Of the 61 reported cases in 2013-2014, 53 were from cadets or midshipmen alleging sexual assault while in service at one of the military academies, the same number filed during the 2012-2013 academic year.

“Each military academy is showing a statistically significant decrease in its unwanted sexual contact rate or is at least trending downwards from the rates in 2012,” the report said.

But the data on actual reporting is somewhat mixed. The number of reported sexual assault cases involving cadets and midshipmen did not change between 2012 and 2014; however, the Defense data showed that the estimated rate of reporting was up to 16 percent, or about 1 in 6, for the academic year 2013-2014. The department said that percentage was “the highest ever recorded for the military service academies” showing “the gap between reporting and prevalence among cadets/midshipmen has decreased to its lowest point.”

Still, the department found sexual assault reporting at the military academies during this period was not as high as the increase in reporting among active-duty service members in fiscal years 2013 and 2014. “The academies need to strengthen their efforts to improve victim reporting and participation in the military justice process,” the analysis said.

Reports of sexual harassment from women also are down at the schools overall from 51 percent in 2012 to 48 percent in 2014, according to the Pentagon’s data. The “perceived sexual harassment rate” for male cadets and midshipmen remained the same -- 10 percent – in both those years. But the decrease was largely due to declining rates for female students at the Naval Academy – from 61 percent in 2012 to 44 percent in 2014. The rate of perceived sexual harassment for female cadets at West Point and the Air Force Academy actually increased during that time, 6 percent (49 percent to 55 percent) and 4 percent (44 percent to 48 percent), respectively.
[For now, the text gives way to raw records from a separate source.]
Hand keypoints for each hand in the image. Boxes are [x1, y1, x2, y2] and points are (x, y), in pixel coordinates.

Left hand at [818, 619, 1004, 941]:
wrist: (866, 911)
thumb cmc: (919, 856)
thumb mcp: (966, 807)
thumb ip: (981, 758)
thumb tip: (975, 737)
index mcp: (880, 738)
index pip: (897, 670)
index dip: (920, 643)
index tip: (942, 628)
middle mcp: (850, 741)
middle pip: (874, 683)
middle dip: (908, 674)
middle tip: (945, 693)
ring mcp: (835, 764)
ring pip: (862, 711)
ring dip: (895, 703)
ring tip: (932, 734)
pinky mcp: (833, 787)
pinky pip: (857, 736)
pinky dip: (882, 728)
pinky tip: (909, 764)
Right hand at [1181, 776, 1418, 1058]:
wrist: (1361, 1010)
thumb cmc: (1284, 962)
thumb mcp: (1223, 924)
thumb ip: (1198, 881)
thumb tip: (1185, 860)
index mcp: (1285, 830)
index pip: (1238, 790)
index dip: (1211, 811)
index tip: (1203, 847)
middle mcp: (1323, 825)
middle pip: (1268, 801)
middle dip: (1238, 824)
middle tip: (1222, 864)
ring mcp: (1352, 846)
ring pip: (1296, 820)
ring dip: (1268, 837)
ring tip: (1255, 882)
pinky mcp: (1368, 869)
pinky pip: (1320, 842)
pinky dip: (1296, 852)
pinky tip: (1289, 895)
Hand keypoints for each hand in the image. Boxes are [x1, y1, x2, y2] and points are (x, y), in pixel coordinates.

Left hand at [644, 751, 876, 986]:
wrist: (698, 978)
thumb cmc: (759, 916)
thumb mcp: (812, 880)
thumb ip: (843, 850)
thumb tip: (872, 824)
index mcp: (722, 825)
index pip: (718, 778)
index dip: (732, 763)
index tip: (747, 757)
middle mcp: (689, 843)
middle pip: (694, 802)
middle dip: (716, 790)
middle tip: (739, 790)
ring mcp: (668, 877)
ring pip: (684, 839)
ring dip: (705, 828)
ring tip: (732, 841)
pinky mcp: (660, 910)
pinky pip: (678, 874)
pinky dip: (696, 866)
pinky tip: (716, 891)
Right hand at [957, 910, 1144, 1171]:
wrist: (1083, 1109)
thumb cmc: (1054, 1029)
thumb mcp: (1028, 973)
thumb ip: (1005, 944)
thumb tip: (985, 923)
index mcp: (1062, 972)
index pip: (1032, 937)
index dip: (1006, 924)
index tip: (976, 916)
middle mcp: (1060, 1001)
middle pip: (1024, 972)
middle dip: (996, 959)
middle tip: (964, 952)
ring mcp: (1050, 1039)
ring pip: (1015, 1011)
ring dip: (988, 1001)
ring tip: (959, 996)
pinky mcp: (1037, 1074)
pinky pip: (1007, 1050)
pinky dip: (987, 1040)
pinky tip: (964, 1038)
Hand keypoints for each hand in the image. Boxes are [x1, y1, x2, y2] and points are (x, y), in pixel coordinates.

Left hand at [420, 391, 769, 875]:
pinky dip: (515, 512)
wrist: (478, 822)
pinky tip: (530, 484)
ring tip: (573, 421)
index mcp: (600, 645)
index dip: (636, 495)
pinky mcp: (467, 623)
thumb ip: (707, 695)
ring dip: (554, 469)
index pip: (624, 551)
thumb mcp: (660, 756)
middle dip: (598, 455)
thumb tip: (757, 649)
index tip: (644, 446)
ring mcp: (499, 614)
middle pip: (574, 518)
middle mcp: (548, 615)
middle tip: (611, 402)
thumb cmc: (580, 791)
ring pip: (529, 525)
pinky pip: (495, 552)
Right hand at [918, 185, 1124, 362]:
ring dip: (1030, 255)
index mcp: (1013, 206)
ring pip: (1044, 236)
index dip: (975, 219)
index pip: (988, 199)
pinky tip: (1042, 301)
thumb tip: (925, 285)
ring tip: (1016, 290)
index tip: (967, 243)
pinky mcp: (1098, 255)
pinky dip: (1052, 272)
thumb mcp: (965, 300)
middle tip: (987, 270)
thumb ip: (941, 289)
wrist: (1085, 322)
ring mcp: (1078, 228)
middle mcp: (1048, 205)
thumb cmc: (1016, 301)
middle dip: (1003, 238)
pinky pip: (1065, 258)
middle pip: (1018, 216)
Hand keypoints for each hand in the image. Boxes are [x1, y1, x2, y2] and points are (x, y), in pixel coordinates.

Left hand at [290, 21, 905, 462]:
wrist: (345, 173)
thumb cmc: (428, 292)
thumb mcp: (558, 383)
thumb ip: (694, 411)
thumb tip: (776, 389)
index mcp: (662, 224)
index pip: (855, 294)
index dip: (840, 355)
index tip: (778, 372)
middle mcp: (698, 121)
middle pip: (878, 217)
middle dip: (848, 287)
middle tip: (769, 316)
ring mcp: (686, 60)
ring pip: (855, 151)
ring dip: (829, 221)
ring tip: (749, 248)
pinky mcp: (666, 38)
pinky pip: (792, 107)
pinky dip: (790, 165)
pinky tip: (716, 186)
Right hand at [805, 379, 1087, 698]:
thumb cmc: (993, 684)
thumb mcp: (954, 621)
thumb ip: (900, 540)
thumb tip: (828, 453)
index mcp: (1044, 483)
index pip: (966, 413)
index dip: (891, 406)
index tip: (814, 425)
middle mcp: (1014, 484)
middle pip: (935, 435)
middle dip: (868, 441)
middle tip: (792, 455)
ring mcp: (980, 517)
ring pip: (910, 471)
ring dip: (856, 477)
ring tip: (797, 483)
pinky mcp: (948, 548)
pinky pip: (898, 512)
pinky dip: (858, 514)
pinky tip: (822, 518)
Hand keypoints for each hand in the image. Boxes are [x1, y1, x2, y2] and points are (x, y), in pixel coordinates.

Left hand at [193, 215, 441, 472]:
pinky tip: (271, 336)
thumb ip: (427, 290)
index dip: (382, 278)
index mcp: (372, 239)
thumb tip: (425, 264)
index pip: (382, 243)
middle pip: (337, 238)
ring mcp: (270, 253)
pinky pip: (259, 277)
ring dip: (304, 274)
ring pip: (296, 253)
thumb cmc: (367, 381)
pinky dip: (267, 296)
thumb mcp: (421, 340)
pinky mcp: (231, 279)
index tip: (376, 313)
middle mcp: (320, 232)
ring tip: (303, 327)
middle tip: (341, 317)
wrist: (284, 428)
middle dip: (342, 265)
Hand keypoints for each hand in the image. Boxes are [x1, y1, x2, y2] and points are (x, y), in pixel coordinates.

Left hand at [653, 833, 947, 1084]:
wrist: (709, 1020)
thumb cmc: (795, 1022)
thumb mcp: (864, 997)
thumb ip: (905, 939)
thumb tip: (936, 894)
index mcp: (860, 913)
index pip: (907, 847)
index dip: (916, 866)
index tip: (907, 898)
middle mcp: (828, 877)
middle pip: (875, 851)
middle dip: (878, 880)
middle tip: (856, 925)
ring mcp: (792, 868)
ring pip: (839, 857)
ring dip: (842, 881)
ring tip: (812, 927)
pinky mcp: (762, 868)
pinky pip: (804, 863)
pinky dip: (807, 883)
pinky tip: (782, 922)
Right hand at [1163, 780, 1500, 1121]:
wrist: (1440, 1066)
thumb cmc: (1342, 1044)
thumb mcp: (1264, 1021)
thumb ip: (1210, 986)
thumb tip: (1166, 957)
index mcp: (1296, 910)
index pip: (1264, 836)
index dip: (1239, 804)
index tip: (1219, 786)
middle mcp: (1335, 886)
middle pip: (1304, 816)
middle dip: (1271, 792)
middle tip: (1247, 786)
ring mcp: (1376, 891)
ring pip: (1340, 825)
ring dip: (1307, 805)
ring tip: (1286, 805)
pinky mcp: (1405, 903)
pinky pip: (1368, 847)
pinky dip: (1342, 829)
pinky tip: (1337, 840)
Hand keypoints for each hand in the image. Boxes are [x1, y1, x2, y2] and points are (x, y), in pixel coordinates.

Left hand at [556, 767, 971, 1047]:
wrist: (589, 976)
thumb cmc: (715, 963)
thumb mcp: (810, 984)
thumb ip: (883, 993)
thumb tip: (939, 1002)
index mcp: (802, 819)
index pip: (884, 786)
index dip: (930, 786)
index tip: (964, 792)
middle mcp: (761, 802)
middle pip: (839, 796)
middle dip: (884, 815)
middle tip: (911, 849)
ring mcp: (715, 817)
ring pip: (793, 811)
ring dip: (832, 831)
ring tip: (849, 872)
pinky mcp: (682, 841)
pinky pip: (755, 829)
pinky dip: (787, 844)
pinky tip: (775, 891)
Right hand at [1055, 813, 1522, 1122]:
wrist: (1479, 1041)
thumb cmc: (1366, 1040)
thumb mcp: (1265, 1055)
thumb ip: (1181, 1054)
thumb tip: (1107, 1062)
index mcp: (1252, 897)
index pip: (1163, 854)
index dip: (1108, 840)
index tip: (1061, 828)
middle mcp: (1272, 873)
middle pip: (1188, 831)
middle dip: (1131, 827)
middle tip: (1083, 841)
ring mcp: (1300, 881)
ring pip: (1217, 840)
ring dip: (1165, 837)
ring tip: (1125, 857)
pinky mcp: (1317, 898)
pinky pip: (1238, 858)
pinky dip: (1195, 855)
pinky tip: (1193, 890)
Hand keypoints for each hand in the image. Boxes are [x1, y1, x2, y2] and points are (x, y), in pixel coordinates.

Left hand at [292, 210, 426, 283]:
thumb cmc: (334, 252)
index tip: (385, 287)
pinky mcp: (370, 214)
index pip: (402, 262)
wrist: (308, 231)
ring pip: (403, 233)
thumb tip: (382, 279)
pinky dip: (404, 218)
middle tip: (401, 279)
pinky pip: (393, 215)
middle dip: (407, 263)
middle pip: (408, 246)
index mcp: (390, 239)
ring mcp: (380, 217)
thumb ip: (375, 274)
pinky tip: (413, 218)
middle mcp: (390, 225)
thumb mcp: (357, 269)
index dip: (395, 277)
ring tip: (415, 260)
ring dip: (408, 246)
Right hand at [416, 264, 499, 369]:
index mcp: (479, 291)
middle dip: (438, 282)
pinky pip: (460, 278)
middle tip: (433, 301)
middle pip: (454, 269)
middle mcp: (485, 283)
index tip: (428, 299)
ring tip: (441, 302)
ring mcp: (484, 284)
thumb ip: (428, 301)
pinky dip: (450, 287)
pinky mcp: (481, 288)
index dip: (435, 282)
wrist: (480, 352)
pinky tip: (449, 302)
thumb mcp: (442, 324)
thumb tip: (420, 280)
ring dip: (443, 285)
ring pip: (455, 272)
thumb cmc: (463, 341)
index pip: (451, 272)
The report includes details about the efforts the three schools have put into preventing sexual violence on campus and encouraging cadets and midshipmen to report assault and harassment, from town hall meetings and wide-ranging education and training initiatives to working with local businesses to crack down on underage and binge drinking. The Naval Academy, for instance, has incorporated classes on sexual harassment and sexual assault scenarios, moral reasoning, intimacy and gender socialization into its academic curriculum.

In January 2014, the White House launched a task force to combat sexual assault on college campuses, including a public awareness campaign called “It’s On Us.”